Figure 2: Confusion Matrix, Validation Step 2
Table 4: Match Percentage by Code, Validation Step 1
Human Code | % of units Across All Transcripts | Model Match % |
---|---|---|
I | 21.98 | 57% |
S | 16.45 | 84% |
RP | 15.30 | 80% |
Q | 14.37 | 95% |
P | 6.69 | 45% |
MON | 6.46 | 49% |
OS | 6.30 | 57% |
MOFF | 4.77 | 31% |
OA | 2.23 | 52% |
OR | 2.15 | 82% |
OM | 1.84 | 71% |
RN | 1.46 | 32% |
In order to assess the mismatches, we collected a random sample of 98 sentences with mismatches, along with the two prior sentences and the human and model codes. We then took off the column labels and randomly mixed the order of the codes. Since the human coding in this case was done by our coding team, we wanted a different person to select which of the two codes was more correct. This was done by the first author. The results are shown in Table 5. About 47% of the time the human code was deemed more accurate, while in 40% of the cases the model was deemed more accurate. In another 6% of the cases, both were deemed correct (because, for example, the sentence was long and really contained two thought units). In 7% of the cases both the human and model codes were deemed incorrect or the sentence was deemed uninterpretable (because, for example, there were missing words in the transcription). Looking, then, at the 32% of speaking units that were a mismatch, perhaps half of them might still be deemed accurate, bringing the match percentage up from 68% to about 85%.
Table 5: Assessment of 98 Sample Mismatches
Code Selection | Count | ||
---|---|---|---|
Clear Choice | Human Code is Correct | 46 | 85 |
Model Code is Correct | 39 | ||
Both Correct | 6 | 6 | |
Both Incorrect | Human and Model Both Incorrect | 2 | 2 |
Not Understood | Could not Understand the Sentence | 5 | 5 |
Set up your transcripts for analysis by putting them into an excel sheet. Files must not be longer than 999 rows (if you have longer transcripts, split them to make smaller files). The format should be as shown below. Label the first column “SpeakerName” and list whatever names you have for those speakers (e.g., buyer/seller, John/Mary). Label the second column “Content” and include the material that is contained in your unit of analysis (which may be a speaking turn, a sentence, or a thought unit). Also include columns for "ResearcherName", "Email", and "Institution" (often a university) and include that information in the next row.

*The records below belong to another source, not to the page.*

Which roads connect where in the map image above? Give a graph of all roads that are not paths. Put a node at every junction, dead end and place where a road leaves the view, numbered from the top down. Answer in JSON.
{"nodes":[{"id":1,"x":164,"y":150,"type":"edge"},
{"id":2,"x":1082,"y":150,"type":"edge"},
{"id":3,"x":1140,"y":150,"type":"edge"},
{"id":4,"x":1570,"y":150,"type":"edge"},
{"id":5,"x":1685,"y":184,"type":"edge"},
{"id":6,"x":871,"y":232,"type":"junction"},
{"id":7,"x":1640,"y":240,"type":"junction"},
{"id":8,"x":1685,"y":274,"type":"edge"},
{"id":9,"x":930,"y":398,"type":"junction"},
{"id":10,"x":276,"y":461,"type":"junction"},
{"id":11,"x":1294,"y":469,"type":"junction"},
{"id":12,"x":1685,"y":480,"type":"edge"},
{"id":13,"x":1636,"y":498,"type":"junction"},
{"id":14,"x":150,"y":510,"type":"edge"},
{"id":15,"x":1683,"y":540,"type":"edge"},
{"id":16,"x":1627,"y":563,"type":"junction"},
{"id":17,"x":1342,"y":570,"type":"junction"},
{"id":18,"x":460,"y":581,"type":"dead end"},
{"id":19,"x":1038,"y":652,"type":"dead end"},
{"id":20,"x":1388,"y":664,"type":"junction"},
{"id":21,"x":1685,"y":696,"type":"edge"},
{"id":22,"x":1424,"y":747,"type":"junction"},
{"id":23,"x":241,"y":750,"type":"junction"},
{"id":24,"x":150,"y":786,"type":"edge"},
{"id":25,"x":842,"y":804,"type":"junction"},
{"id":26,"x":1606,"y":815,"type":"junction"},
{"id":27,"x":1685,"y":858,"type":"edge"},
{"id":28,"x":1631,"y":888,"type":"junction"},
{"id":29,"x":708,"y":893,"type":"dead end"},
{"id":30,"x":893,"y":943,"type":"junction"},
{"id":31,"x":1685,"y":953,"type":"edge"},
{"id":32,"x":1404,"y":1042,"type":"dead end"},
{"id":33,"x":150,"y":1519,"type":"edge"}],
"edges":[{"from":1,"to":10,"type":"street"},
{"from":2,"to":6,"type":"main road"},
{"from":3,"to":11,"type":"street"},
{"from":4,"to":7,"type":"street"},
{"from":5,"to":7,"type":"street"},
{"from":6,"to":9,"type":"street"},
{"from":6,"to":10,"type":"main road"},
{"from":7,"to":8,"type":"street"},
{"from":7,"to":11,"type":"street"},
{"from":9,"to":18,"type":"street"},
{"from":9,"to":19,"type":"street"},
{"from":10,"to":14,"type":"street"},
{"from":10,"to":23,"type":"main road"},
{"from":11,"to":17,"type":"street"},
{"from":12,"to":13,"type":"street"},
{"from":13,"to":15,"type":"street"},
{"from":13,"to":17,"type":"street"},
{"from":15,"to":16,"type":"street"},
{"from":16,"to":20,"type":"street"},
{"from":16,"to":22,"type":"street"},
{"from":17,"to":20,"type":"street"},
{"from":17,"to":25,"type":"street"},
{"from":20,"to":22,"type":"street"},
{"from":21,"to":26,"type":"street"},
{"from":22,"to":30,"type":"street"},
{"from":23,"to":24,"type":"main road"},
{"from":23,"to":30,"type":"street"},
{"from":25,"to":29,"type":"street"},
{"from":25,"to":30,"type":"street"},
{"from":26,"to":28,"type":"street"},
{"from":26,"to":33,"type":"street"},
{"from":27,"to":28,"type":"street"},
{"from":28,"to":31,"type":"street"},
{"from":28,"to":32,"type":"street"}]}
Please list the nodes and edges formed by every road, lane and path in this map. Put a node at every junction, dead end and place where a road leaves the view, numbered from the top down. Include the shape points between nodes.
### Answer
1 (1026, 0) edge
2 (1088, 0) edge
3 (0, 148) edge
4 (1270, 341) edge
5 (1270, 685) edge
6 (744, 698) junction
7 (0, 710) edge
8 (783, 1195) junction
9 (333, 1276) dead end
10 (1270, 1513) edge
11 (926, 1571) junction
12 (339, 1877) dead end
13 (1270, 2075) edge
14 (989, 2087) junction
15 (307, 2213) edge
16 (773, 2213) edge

Note that there is no space in the headings “SpeakerName” and “ResearcherName.”
If you use speaking turns then speakers will alternate, and the format will look like this:
SpeakerName | Content | ResearcherName | Institution | |
---|---|---|---|---|
Buyer | Words in a speaking turn… | Your Name | Your Email | Your Institution |
Seller | Words in a speaking turn… | |||
Buyer | Words in a speaking turn… | |||
Seller | Words in a speaking turn… | |||
etc. | Words in a speaking turn… |
If you use sentences or thought units then it is possible that speakers may appear several times in a row, and the format will look like this:
SpeakerName | Content | ResearcherName | Institution | |
---|---|---|---|---|
Buyer | Words in sentence or thought unit… | Your Name | Your Email | Your Institution |
Seller | Words in sentence or thought unit… | |||
Seller | Words in sentence or thought unit… | |||
Seller | Words in sentence or thought unit… | |||
Buyer | Words in sentence or thought unit… | |||
Buyer | Words in sentence or thought unit… | |||
Seller | Words in sentence or thought unit… | |||
etc. | Words in sentence or thought unit… |
Create one Excel file for each transcript. Name each file in the following way:
For example, my first file would be named “RayFriedman_CrownStudy_1” and the second file would be named “RayFriedman_CrownStudy_2”, and so on.